Mataku mengerjap bingung ketika Pak Razan justru lebih dulu menghampiri Dimas.
“Adiknya Della, ya?” tanya Pak Razan begitu dia sudah berdiri tepat di samping motor Dimas yang masih menyala. Dimas hanya mengerutkan alis bingung. Dia melirikku sejenak lalu menatap Pak Razan lekat-lekat?
“Ini siapa, Mbak Dell? Pacar baru? Gantinya Mas Radit?”
Aku mendelik mendengar kalimat Dimas.
“Ya bukan, lah!” Aku melirik Pak Razan dan dia justru tampak biasa-biasa saja. Maksudku, dia tidak terlihat terganggu dengan kata-kata Dimas.

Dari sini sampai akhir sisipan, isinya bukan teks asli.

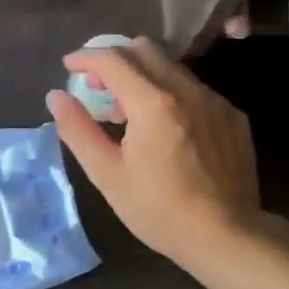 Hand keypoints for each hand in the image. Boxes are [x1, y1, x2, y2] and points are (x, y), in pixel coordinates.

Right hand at [46, 37, 288, 272]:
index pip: (112, 59)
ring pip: (171, 67)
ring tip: (129, 113)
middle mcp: (186, 91)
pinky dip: (170, 94)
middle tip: (98, 87)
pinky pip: (194, 88)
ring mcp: (215, 101)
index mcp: (152, 103)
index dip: (85, 58)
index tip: (69, 66)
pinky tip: (166, 129)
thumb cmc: (160, 210)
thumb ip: (78, 129)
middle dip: (115, 60)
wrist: (229, 238)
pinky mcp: (233, 116)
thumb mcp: (107, 174)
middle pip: (144, 50)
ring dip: (142, 76)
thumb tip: (56, 97) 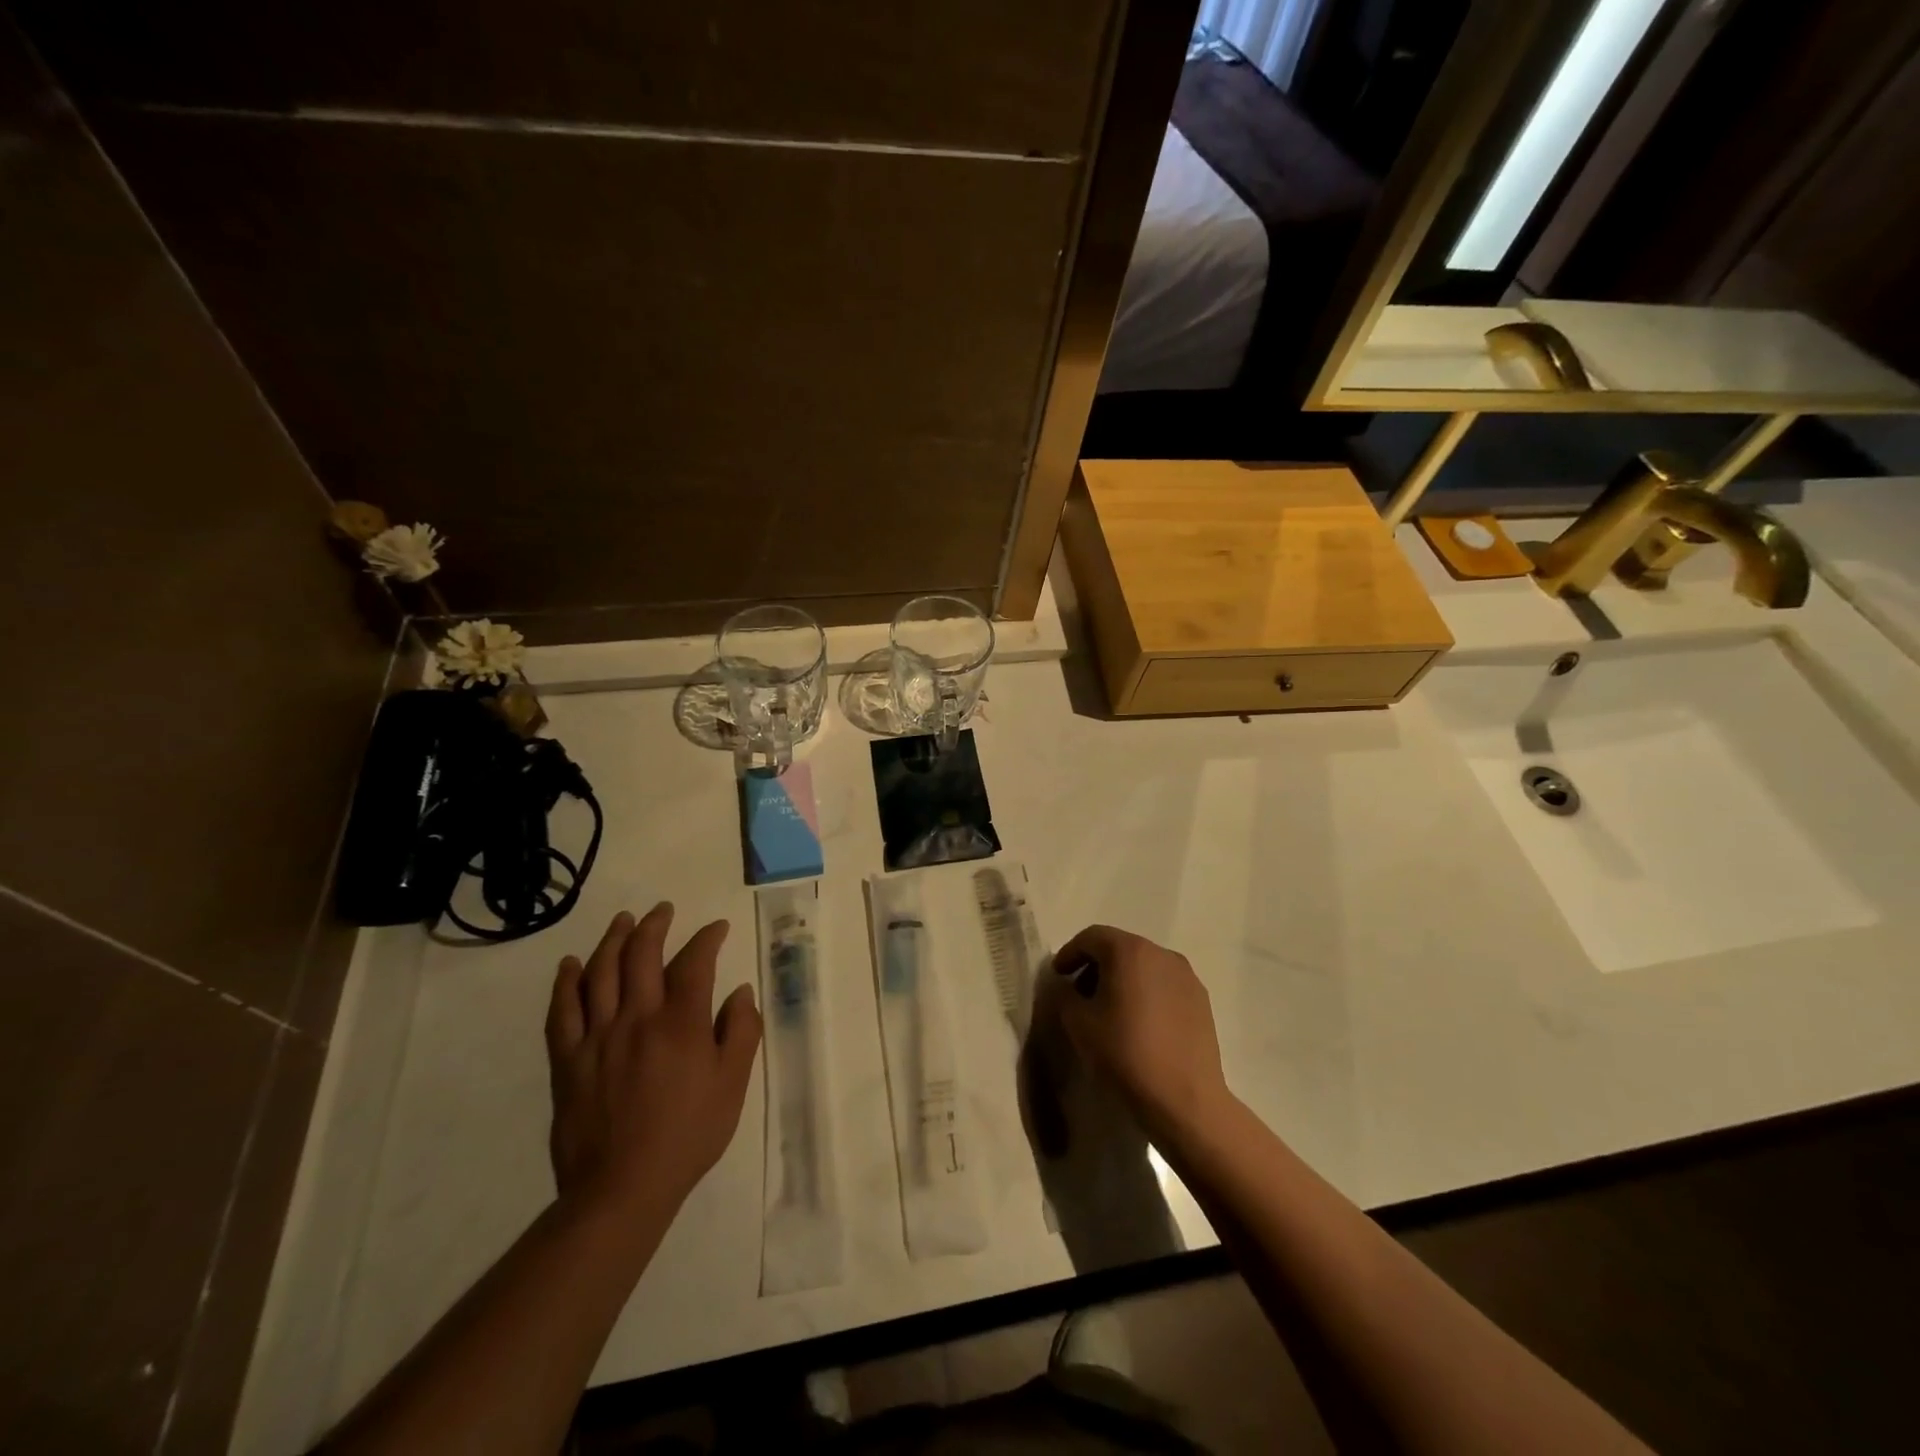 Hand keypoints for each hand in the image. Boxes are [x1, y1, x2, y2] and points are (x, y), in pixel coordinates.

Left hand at [546, 904, 762, 1216]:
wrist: (622, 1188)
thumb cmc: (688, 1134)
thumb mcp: (733, 1085)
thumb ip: (741, 1032)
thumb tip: (740, 992)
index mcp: (681, 1023)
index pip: (695, 962)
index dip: (707, 938)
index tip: (717, 928)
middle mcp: (637, 1017)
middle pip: (642, 955)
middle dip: (655, 925)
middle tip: (662, 910)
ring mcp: (597, 1036)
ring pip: (601, 972)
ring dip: (612, 940)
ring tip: (623, 921)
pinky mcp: (567, 1059)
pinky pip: (562, 1011)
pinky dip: (565, 982)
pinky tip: (571, 965)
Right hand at [1050, 925, 1229, 1137]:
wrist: (1184, 1098)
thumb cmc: (1125, 1053)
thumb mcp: (1078, 1023)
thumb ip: (1064, 994)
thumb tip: (1067, 987)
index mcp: (1129, 951)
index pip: (1091, 937)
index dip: (1070, 953)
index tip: (1058, 976)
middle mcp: (1161, 953)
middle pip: (1120, 948)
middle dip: (1096, 966)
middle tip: (1080, 994)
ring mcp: (1186, 976)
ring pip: (1144, 966)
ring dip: (1122, 979)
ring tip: (1111, 1011)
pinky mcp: (1202, 1000)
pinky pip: (1165, 984)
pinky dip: (1146, 993)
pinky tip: (1140, 1023) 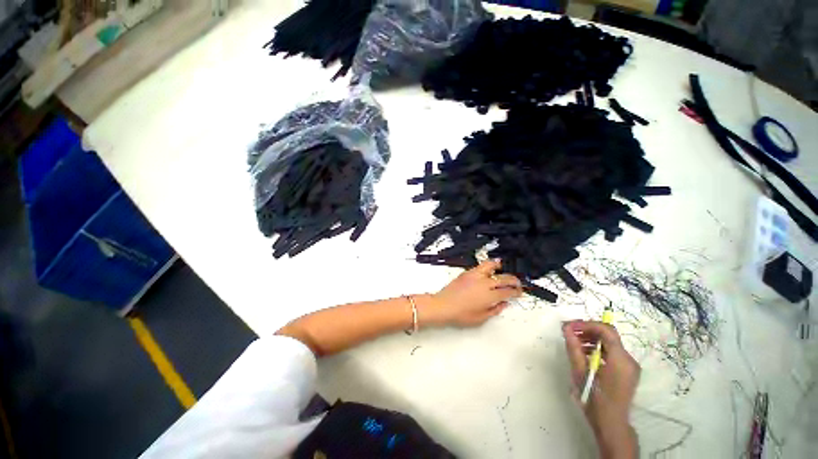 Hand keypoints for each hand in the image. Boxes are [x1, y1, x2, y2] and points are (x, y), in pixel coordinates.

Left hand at [420, 260, 521, 327]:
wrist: (443, 305)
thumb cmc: (462, 315)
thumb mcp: (481, 318)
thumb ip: (494, 309)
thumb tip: (504, 303)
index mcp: (489, 295)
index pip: (508, 291)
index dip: (516, 291)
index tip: (520, 292)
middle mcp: (484, 283)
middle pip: (503, 278)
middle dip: (513, 280)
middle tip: (517, 283)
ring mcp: (475, 275)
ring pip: (491, 266)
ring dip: (499, 267)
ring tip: (502, 268)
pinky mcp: (466, 273)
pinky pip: (480, 266)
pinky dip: (487, 266)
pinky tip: (488, 269)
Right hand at [563, 320, 639, 457]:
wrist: (611, 424)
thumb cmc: (595, 398)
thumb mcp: (581, 372)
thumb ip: (574, 348)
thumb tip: (566, 328)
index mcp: (620, 360)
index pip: (606, 330)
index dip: (586, 325)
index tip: (569, 327)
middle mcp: (629, 359)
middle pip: (608, 335)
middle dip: (587, 330)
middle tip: (568, 332)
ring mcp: (629, 366)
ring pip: (609, 343)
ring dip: (591, 339)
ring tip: (573, 343)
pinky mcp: (626, 371)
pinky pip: (611, 352)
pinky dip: (597, 348)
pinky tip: (583, 354) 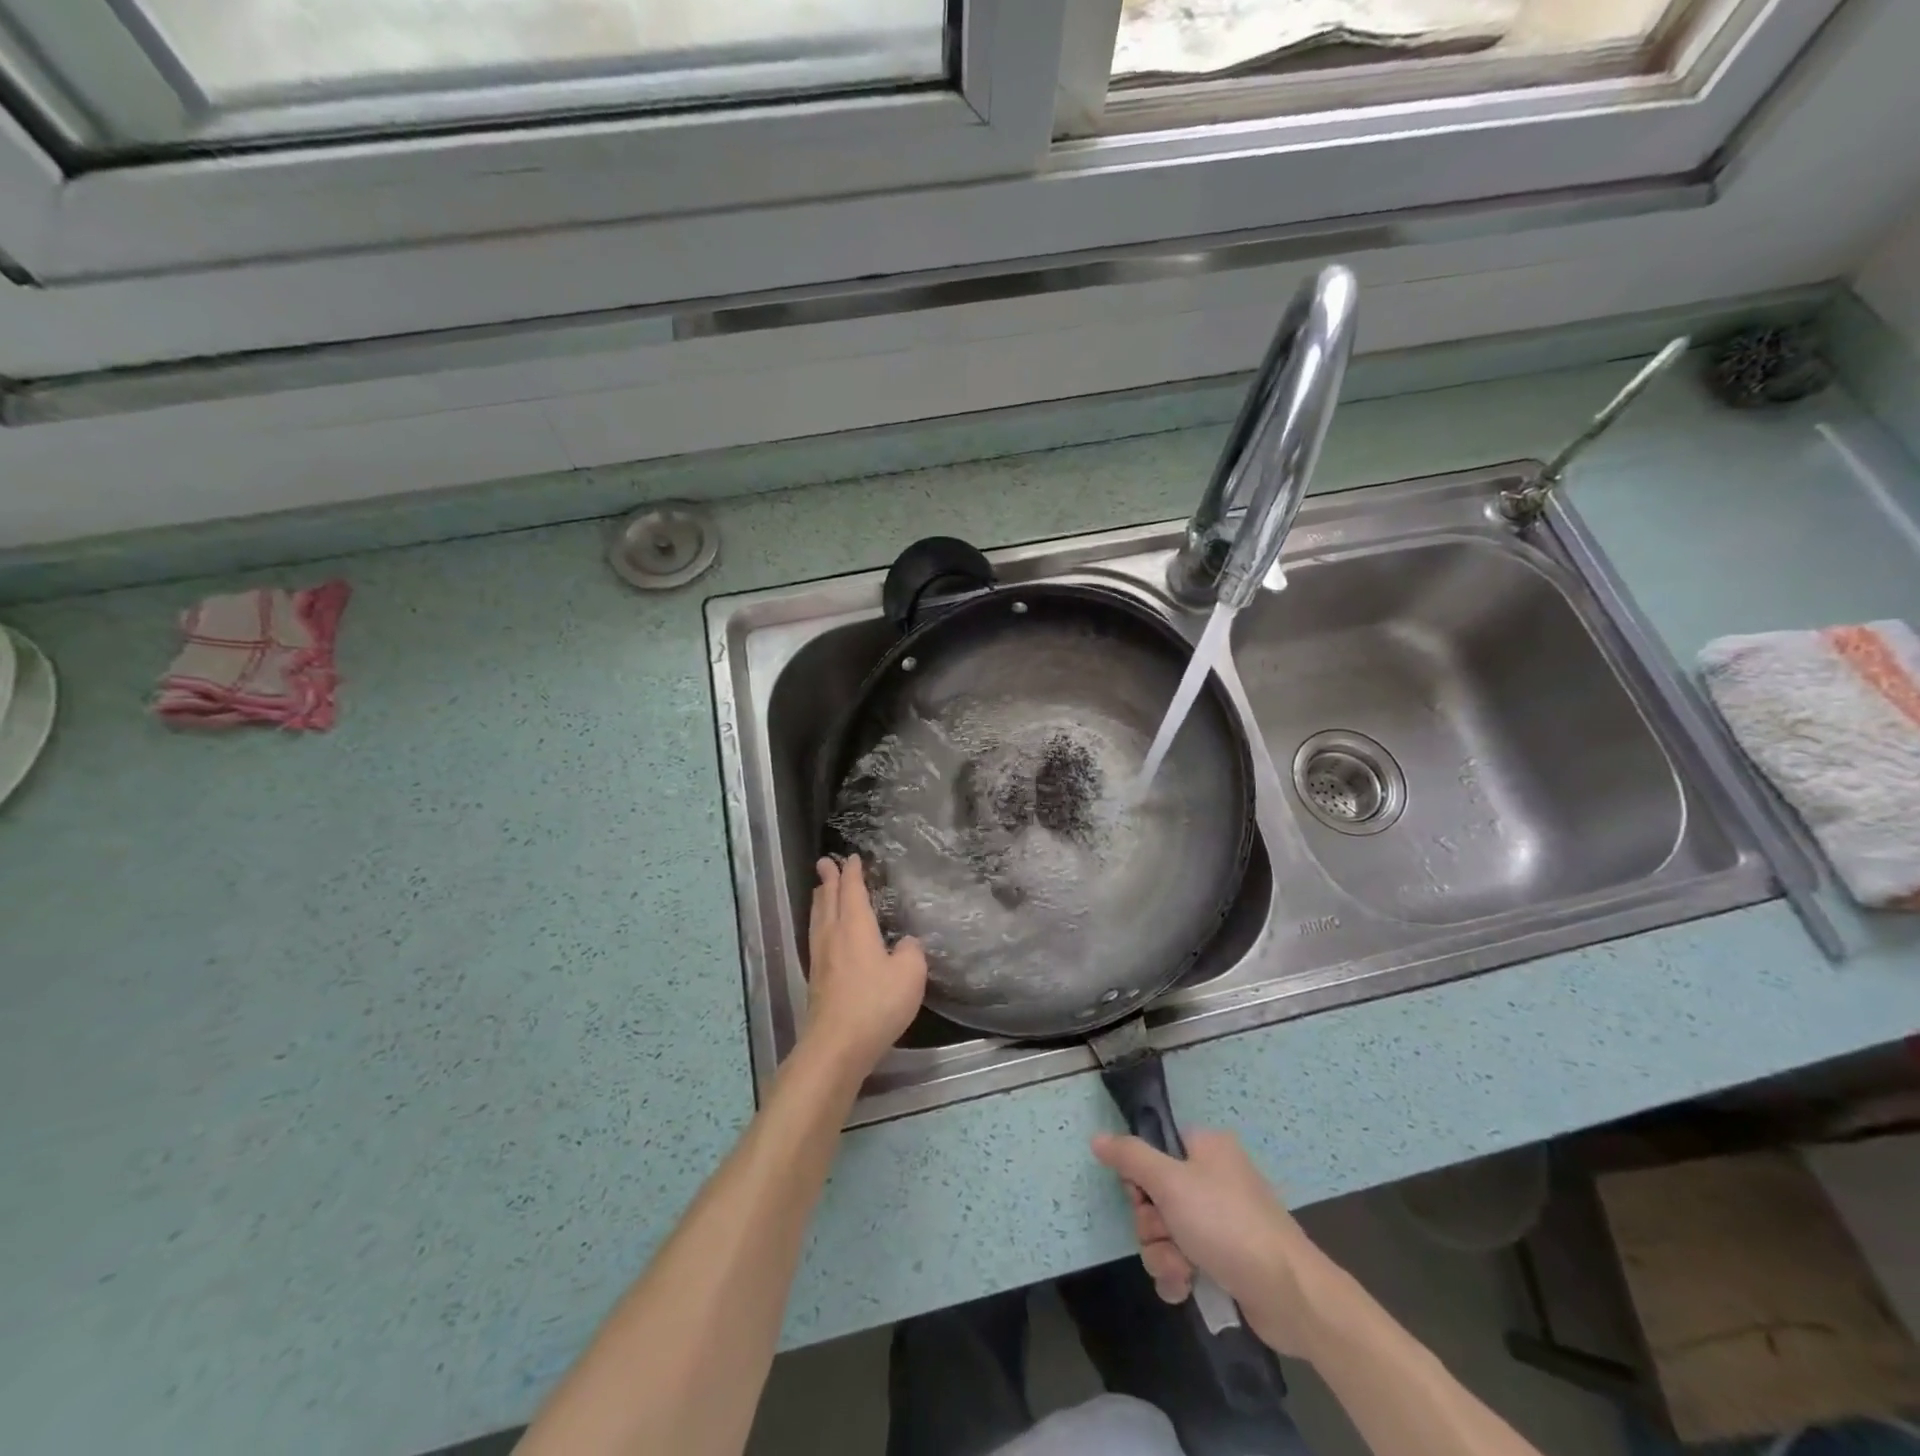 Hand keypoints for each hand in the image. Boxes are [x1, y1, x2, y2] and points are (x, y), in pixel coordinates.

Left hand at [804, 855, 927, 1075]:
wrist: (837, 1045)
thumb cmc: (876, 1003)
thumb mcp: (910, 974)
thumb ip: (911, 951)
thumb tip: (905, 943)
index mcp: (855, 926)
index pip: (852, 891)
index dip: (852, 873)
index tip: (851, 858)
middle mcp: (834, 935)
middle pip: (829, 899)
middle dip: (829, 879)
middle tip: (825, 862)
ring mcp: (821, 958)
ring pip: (819, 918)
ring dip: (821, 899)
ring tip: (821, 890)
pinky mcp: (817, 979)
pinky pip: (817, 936)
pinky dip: (820, 922)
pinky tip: (824, 931)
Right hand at [1092, 1129, 1339, 1359]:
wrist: (1290, 1294)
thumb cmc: (1227, 1224)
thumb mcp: (1171, 1182)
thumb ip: (1131, 1157)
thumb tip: (1097, 1138)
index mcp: (1205, 1147)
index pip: (1153, 1150)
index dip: (1141, 1177)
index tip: (1143, 1195)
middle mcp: (1212, 1178)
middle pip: (1154, 1196)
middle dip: (1152, 1225)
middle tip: (1168, 1236)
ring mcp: (1220, 1221)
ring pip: (1165, 1232)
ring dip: (1163, 1254)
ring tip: (1182, 1270)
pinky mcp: (1225, 1259)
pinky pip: (1182, 1260)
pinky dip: (1178, 1274)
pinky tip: (1185, 1288)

“Nanya doang kali, Mbak. Enggak usah ngegas!” Dimas mencebik.
“Kuliah semester berapa?” tanya Pak Razan kemudian.
“Kok anda kepo sih, Bapak? Naksir adik saya, ya?” tanpa sadar aku terkekeh sendiri, sementara Dimas sudah menatapku horor.
“Enggak lucu, Mbak Dell!” Ekspresi Dimas kini mendadak serius. “Saya semester lima.”
“Jurusan?”
“Teknik Informatika.”
“Oh, kalau begitu sedang ambil mata kuliah APR ya?”
“Iya, kok tau mata kuliah APR?” Mata Dimas mulai menyipit dan alisnya bertaut bingung.
“Saya Alumni Teknik Informatika.”
“Wah, berarti punya buku APR, dong?” Pak Razan mengangguk. APR apaan sih? Aku anak Ekonomi mana tahu apa itu APR?
Aku mundur satu langkah begitu Dimas justru mematikan mesin motor lalu turun.
“Boleh pinjem bukunya enggak, Mas?”
Aku melongo. Ini adikku enggak tau malu banget pinjam buku sama orang yang belum dia kenal.
“Oh iya, belum kenalan. Saya Adimas, biasa dipanggil Dimas. Saya adiknya Mbak Della.” Dimas mengulurkan tangan dan tersenyum lebar. Wah, ini bocah malah ngajak kenalan.
“Saya Razan.” Pak Razan menyambut uluran tangan Dimas dan mereka berjabat tangan.
“Masnya ini temen kantornya Mbak Della? Atau pac-“
“Dim!” Mataku melotot tanda kalau aku melarangnya untuk bertanya macam-macam.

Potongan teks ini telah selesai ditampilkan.